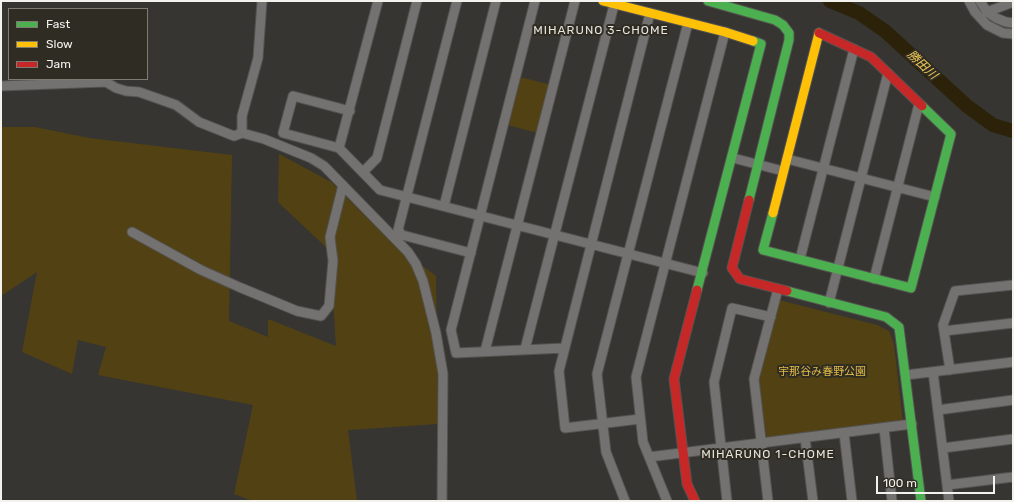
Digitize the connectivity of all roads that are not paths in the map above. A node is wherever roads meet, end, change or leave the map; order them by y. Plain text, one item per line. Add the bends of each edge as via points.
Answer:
1 (262, 1) edge
2 (378, 1) edge
3 (417, 1) edge
4 (456, 1) edge
5 (496, 1) edge
6 (535, 1) edge
7 (575, 1) edge
8 (603, 1) edge
9 (708, 1) edge
10 (969, 1) edge
11 (980, 1) edge
12 (614, 2) edge
13 (1013, 2) edge
14 (987, 12) junction
15 (650, 13) junction
16 (688, 23) junction
17 (1013, 23) edge
18 (725, 32) junction
19 (1013, 34) edge
20 (854, 49) junction
21 (888, 73) junction
22 (1, 86) edge
23 (919, 104) junction
24 (350, 111) junction
25 (242, 132) junction
26 (339, 148) junction
27 (732, 158) junction
28 (787, 159) junction
29 (758, 165) junction
30 (824, 168) junction
31 (783, 171) junction
32 (363, 172) junction
33 (860, 178) junction
34 (343, 185) junction
35 (898, 187) junction
36 (406, 197) junction
37 (934, 197) junction
38 (444, 206) junction
39 (481, 216) junction
40 (518, 225) junction
41 (132, 232) dead end
42 (554, 235) junction
43 (592, 244) junction
44 (471, 252) junction
45 (629, 254) junction
46 (800, 259) junction
47 (666, 263) junction
48 (837, 269) junction
49 (703, 273) junction
50 (874, 278) junction
51 (1013, 284) edge
52 (778, 289) junction
53 (829, 303) junction
54 (771, 317) junction
55 (1013, 323) edge
56 (944, 331) junction
57 (565, 348) junction
58 (525, 349) junction
59 (485, 351) junction
60 (1013, 362) edge
61 (950, 370) junction
62 (933, 372) junction
63 (906, 375) junction
64 (1013, 400) edge
65 (938, 410) junction
66 (640, 419) junction
67 (603, 424) junction
68 (912, 424) junction
69 (884, 428) junction
70 (844, 433) junction
71 (805, 438) junction
72 (1013, 439) edge
73 (761, 444) junction
74 (943, 448) junction
75 (721, 449) junction
76 (683, 453) junction
77 (649, 457) junction
78 (1013, 477) edge
79 (947, 485) junction
80 (442, 501) edge
81 (625, 501) edge
82 (667, 501) edge
83 (695, 501) edge
84 (727, 501) edge
85 (768, 501) edge
86 (813, 501) edge
87 (852, 501) edge
88 (892, 501) edge
89 (921, 501) edge
90 (949, 501) edge

1 - 25 street via 258,58 242,116
2 - 24 street
3 - 32 street via 377,158
4 - 36 street
5 - 38 street
6 - 39 street
7 - 40 street
8 - 12 street
9 - 29 street via 775,20 789,33
10 - 19 street via 987,25 1003,33
11 - 14 street
12 - 15 street
12 - 42 street
13 - 14 street
14 - 17 street via 996,18
15 - 16 street
15 - 43 street
16 - 18 street
16 - 45 street
18 - 27 street via 761,44
18 - 47 street
20 - 21 street via 871,56
20 - 28 street via 819,33
20 - 30 street
21 - 23 street
21 - 33 street
22 - 25 street via 106,82 116,88 139,92 176,105 199,122 234,136
23 - 35 street
23 - 37 street via 951,134
24 - 26 street
24 - 26 street via 293,96 283,134
25 - 34 street via 311,158 324,166
26 - 32 street
27 - 29 street
27 - 49 street
28 - 30 street
28 - 31 street
29 - 31 street
29 - 52 street via 732,268 740,280
30 - 33 street
30 - 46 street
31 - 46 street via 763,250
32 - 36 street via 380,190
33 - 35 street
33 - 48 street
34 - 41 street via 330,237 333,261 329,306 321,316 297,311 220,279
34 - 80 street via 408,252 423,281 443,374
35 - 37 street
35 - 50 street
36 - 38 street
36 - 44 street via 398,230 402,235
37 - 50 street via 911,288
38 - 39 street
39 - 40 street
39 - 44 street
40 - 42 street
40 - 59 street
42 - 43 street
42 - 58 street
43 - 45 street
43 - 57 street
44 - 59 street via 451,330 456,353
45 - 47 street
45 - 67 street via 597,374
46 - 48 street
47 - 49 street
47 - 66 street via 636,377
48 - 50 street
48 - 53 street
49 - 76 street via 674,379
51 - 56 street via 955,291 943,325
52 - 53 street
52 - 54 street
53 - 63 street via 894,322 899,327
54 - 73 street via 754,379
54 - 75 street via 732,308 714,382
55 - 56 street
56 - 61 street
57 - 58 street
57 - 67 street via 558,371 565,428
58 - 59 street
60 - 61 street
61 - 62 street
62 - 63 street
62 - 65 street
63 - 68 street
64 - 65 street
65 - 74 street
66 - 67 street
66 - 77 street via 643,442
67 - 81 street via 606,452
68 - 69 street
68 - 89 street
69 - 70 street
69 - 88 street
70 - 71 street
70 - 87 street
71 - 73 street
71 - 86 street
72 - 74 street
73 - 75 street
73 - 85 street
74 - 79 street
75 - 76 street
75 - 84 street
76 - 77 street
76 - 83 street via 687,484
77 - 82 street
78 - 79 street
79 - 90 street

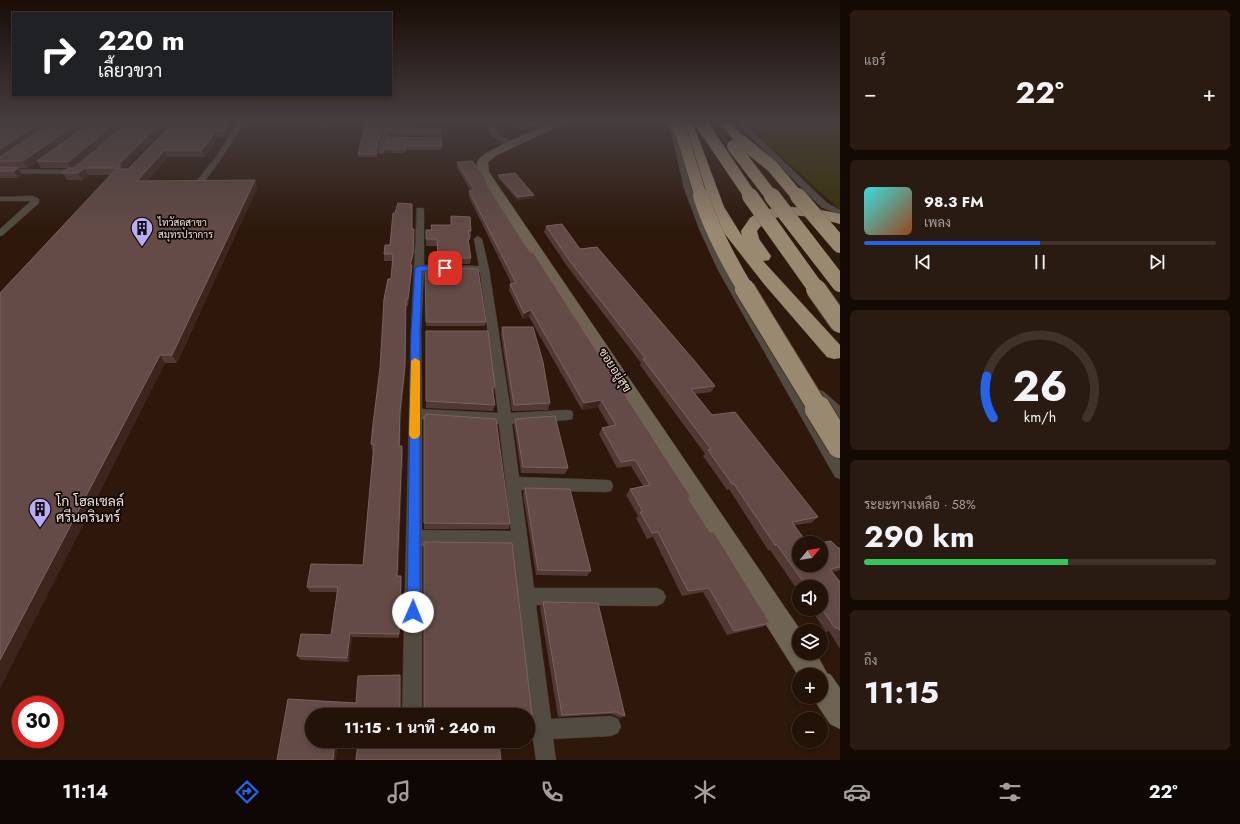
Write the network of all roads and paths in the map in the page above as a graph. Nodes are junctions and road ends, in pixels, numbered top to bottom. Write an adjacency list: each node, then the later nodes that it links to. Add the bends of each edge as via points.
1 (218, 158): 15 (street)
2 (486, 158): 42 (street, ซอยอยู่สุข, via 482,164 484,172)
3 (681, 158): 29 (street, via 688,188 704,231 723,270)
4 (689, 158): 34 (highway, bridge, via 707,216 731,266)
5 (701, 158): 28 (highway, via 716,206 735,237)
6 (725, 158): 27 (highway, bridge)
7 (743, 158): 26 (highway, bridge)
8 (755, 158): 23 (highway, bridge)
9 (763, 158): 22 (highway, bridge, via 811,209)
10 (776, 158): 18 (street, via 824,205)
11 (42, 163): 14 (street)
12 (81, 166): 14 (street, via 72,172)
13 (0, 171): 14 (street)
14 (29, 172)
15 (199, 183)
16 (0, 199): 20 (street, via 33,198 36,201)
17 (420, 210): 24 (street)
18 (840, 212)
19 (840, 219): 28 (highway, via 803,212 776,212 754,221 749,231 751,240 759,252 796,297)
20 (0, 233)
21 (478, 239): 25 (street)
22 (840, 245)
23 (840, 261)
24 (419, 268): 25 (street); 30 (street, via 419,332)
25 (484, 269): 33 (street, via 490,332)
26 (840, 284)
27 (840, 323)
28 (837, 356)
29 (775, 360): 31 (street, via 799,376); 35 (street)
30 (414, 414): 33 (street); 38 (street)
31 (840, 414)
32 (567, 415): 33 (street)
33 (505, 419): 36 (street)
34 (840, 445)
35 (840, 473)
36 (512, 483): 37 (street); 39 (street)
37 (606, 486)
38 (414, 538): 39 (street); 44 (street)
39 (519, 539): 40 (street)
40 (527, 596): 41 (street); 45 (street)
41 (657, 597)
42 (792, 640)
43 (828, 696): 46 (street)
44 (412, 708)
45 (534, 708)
46 (840, 714)
47 (611, 726): 48 (street)
48 (535, 729): 49 (street)
49 (546, 760)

**WHAT NEEDS TO BE DONE:**
Search the entries above for the string "bends". Copy each line that holds it.

**EXERCISE ANSWER:**
Digitize the connectivity of all roads that are not paths in the map above. A node is wherever roads meet, end, change or leave the map; order them by y. Plain text, one item per line. Add the bends of each edge as via points.
Write the network of all roads and paths in the map in the page above as a graph. Nodes are junctions and road ends, in pixels, numbered top to bottom. Write an adjacency list: each node, then the later nodes that it links to. Add the bends of each edge as via points.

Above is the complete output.